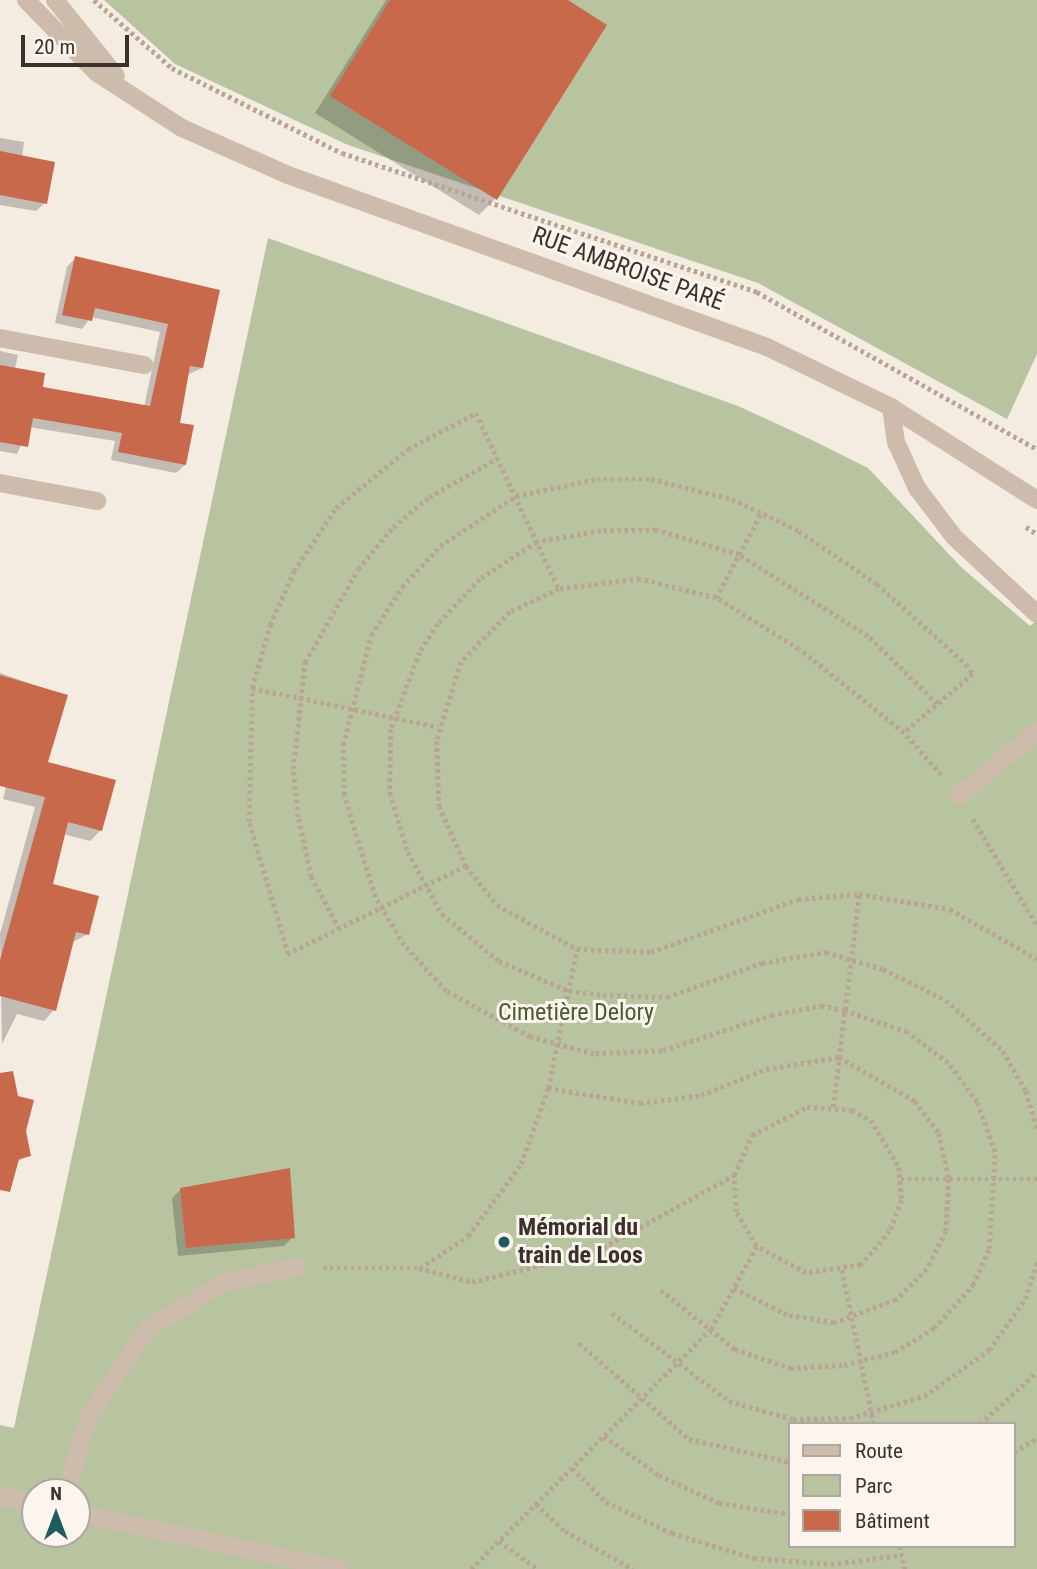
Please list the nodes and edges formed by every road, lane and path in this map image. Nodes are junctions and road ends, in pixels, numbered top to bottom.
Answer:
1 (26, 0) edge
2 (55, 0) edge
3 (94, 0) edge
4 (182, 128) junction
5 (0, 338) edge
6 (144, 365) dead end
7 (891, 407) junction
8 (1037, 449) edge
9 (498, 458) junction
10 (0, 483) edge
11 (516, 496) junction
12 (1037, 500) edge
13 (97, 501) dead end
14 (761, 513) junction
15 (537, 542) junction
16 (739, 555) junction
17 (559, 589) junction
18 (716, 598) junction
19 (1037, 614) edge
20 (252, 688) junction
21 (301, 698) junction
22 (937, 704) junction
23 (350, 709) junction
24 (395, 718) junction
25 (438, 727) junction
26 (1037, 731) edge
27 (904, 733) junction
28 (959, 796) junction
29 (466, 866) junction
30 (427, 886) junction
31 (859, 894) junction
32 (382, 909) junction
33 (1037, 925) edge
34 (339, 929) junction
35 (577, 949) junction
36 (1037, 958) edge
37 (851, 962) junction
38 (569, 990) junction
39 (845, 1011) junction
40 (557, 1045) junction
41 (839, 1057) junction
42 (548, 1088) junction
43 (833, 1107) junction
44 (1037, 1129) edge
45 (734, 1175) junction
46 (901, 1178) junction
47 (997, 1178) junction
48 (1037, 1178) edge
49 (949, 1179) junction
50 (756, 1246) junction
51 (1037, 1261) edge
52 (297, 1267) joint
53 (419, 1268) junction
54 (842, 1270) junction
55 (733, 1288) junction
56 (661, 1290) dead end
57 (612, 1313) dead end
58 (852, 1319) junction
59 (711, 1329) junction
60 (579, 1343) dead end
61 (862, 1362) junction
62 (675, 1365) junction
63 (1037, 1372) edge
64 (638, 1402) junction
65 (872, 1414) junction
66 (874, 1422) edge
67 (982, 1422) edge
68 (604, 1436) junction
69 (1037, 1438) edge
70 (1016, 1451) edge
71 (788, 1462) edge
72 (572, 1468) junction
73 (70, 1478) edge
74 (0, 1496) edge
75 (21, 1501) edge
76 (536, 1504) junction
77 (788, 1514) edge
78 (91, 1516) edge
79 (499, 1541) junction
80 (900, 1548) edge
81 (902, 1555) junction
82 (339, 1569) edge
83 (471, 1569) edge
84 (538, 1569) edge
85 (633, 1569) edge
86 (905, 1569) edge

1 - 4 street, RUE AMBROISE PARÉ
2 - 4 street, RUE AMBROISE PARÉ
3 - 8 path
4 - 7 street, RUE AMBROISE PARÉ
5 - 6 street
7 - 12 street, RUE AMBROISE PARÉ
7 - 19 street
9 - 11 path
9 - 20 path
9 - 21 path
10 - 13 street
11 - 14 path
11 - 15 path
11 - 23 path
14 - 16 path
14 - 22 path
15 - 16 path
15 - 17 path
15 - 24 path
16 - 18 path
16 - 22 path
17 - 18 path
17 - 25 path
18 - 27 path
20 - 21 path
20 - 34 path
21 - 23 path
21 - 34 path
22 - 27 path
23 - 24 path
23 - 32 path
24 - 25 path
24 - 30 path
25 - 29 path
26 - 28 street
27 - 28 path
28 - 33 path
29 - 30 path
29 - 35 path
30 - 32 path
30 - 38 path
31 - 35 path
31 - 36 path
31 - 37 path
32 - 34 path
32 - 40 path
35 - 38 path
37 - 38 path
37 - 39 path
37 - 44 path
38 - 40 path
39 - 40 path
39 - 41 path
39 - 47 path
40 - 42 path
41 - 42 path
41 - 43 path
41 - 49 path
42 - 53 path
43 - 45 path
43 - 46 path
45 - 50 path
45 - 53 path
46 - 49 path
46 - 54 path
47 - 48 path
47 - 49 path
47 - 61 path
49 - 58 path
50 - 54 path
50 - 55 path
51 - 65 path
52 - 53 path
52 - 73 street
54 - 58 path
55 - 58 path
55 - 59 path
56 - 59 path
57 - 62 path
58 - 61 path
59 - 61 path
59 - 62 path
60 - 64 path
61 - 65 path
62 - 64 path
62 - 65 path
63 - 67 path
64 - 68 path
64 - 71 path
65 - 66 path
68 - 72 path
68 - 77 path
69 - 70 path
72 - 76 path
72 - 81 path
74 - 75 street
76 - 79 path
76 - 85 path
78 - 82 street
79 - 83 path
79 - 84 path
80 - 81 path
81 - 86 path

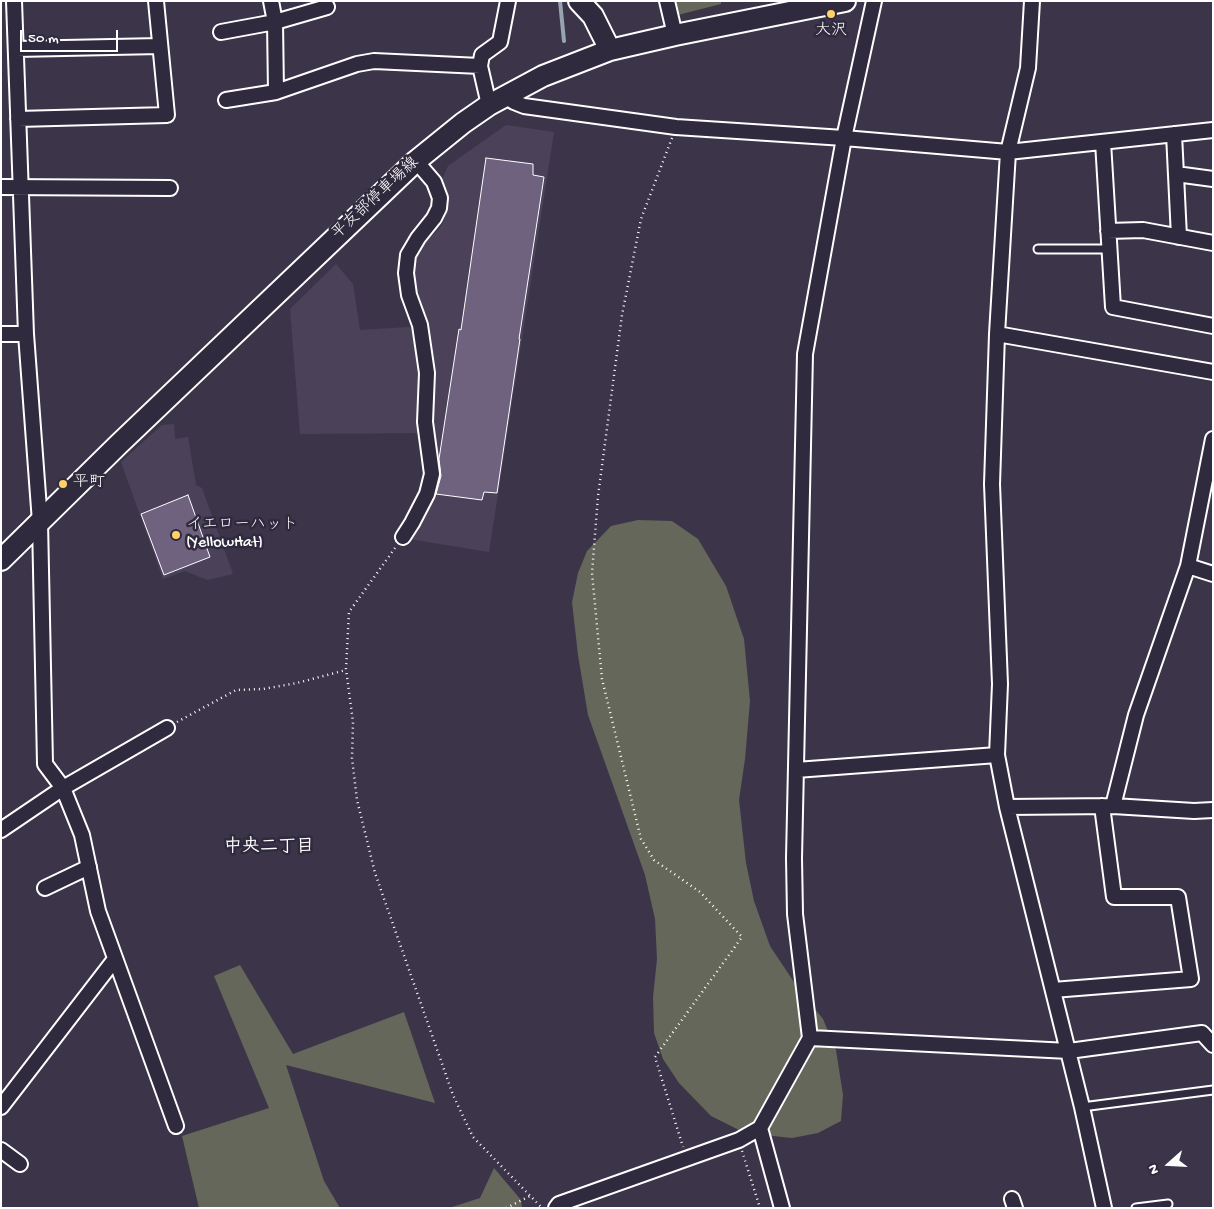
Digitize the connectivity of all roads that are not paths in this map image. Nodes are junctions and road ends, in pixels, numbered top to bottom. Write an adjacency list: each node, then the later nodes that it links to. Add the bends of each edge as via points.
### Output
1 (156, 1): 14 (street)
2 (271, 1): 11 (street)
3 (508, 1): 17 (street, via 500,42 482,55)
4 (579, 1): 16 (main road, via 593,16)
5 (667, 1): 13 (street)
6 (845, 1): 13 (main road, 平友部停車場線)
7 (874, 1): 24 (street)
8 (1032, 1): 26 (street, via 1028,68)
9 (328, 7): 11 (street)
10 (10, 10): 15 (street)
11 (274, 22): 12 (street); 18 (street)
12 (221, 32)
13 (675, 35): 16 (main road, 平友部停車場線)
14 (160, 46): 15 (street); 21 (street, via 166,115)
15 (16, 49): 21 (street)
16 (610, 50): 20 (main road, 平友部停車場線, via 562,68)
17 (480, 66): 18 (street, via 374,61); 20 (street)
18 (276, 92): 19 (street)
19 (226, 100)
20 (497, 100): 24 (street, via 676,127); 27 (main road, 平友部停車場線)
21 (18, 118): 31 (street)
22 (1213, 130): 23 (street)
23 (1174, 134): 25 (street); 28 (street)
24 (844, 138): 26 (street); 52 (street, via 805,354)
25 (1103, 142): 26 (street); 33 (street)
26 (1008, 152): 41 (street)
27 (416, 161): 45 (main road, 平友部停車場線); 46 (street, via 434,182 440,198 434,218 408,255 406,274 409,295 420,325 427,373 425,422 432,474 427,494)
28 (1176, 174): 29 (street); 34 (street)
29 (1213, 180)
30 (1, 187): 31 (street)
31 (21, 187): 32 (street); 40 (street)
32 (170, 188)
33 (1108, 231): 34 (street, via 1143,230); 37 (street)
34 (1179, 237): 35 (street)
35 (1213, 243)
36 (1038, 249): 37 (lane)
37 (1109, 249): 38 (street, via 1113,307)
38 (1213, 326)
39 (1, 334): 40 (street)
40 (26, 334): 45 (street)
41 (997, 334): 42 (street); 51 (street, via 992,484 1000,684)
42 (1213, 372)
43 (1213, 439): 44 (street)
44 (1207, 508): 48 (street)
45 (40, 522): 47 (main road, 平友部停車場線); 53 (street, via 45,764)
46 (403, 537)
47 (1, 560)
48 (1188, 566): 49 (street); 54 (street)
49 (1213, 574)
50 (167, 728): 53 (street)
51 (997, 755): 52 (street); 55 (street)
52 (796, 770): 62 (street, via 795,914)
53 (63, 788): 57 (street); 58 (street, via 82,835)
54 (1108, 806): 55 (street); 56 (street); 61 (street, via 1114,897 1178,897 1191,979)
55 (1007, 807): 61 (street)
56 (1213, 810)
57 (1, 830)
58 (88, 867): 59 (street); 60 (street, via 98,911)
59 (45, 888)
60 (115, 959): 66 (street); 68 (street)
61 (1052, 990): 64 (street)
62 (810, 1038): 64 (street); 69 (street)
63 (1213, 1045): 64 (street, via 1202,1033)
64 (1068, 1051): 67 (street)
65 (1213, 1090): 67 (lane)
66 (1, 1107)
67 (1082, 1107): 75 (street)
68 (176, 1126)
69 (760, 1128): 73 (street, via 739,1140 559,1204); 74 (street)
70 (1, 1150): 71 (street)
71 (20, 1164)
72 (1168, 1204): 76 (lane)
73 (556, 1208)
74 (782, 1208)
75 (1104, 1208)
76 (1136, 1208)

● Task to carry out
Lines holding the word "junctions" are the answer; copy every one from the records above.

● Answer to this exercise
Please list the nodes and edges formed by every road, lane and path in this map image. Nodes are junctions and road ends, in pixels, numbered top to bottom.
Digitize the connectivity of all roads that are not paths in this map image. Nodes are junctions and road ends, in pixels, numbered top to bottom. Write an adjacency list: each node, then the later nodes that it links to. Add the bends of each edge as via points.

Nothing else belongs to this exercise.